## WHAT THE TASK ASKS
From the first line to the last, repeat the data below exactly.

Data entries:

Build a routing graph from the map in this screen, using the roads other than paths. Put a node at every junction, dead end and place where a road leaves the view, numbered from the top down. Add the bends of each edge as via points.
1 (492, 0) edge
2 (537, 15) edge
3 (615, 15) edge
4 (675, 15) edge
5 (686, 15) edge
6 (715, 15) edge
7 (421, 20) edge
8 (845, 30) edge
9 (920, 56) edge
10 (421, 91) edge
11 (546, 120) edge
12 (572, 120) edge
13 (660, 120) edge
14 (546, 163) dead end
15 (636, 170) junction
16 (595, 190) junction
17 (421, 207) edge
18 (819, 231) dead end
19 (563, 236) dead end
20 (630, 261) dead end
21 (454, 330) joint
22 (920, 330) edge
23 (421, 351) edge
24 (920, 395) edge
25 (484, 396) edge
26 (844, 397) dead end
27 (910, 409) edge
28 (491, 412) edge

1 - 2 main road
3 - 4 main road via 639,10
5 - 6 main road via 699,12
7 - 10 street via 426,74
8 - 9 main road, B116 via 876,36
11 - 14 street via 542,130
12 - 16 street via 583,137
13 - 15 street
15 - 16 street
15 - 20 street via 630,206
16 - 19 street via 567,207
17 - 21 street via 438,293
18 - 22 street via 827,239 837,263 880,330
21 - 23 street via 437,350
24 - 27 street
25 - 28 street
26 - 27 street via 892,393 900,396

## TASK SOLUTION
Build a routing graph from the map in this screen, using the roads other than paths. Put a node at every junction, dead end and place where a road leaves the view, numbered from the top down. Add the bends of each edge as via points.
1 (492, 0) edge
2 (537, 15) edge
3 (615, 15) edge
4 (675, 15) edge
5 (686, 15) edge
6 (715, 15) edge
7 (421, 20) edge
8 (845, 30) edge
9 (920, 56) edge
10 (421, 91) edge
11 (546, 120) edge
12 (572, 120) edge
13 (660, 120) edge
14 (546, 163) dead end
15 (636, 170) junction
16 (595, 190) junction
17 (421, 207) edge
18 (819, 231) dead end
19 (563, 236) dead end
20 (630, 261) dead end
21 (454, 330) joint
22 (920, 330) edge
23 (421, 351) edge
24 (920, 395) edge
25 (484, 396) edge
26 (844, 397) dead end
27 (910, 409) edge
28 (491, 412) edge

1 - 2 main road
3 - 4 main road via 639,10
5 - 6 main road via 699,12
7 - 10 street via 426,74
8 - 9 main road, B116 via 876,36
11 - 14 street via 542,130
12 - 16 street via 583,137
13 - 15 street
15 - 16 street
15 - 20 street via 630,206
16 - 19 street via 567,207
17 - 21 street via 438,293
18 - 22 street via 827,239 837,263 880,330
21 - 23 street via 437,350
24 - 27 street
25 - 28 street
26 - 27 street via 892,393 900,396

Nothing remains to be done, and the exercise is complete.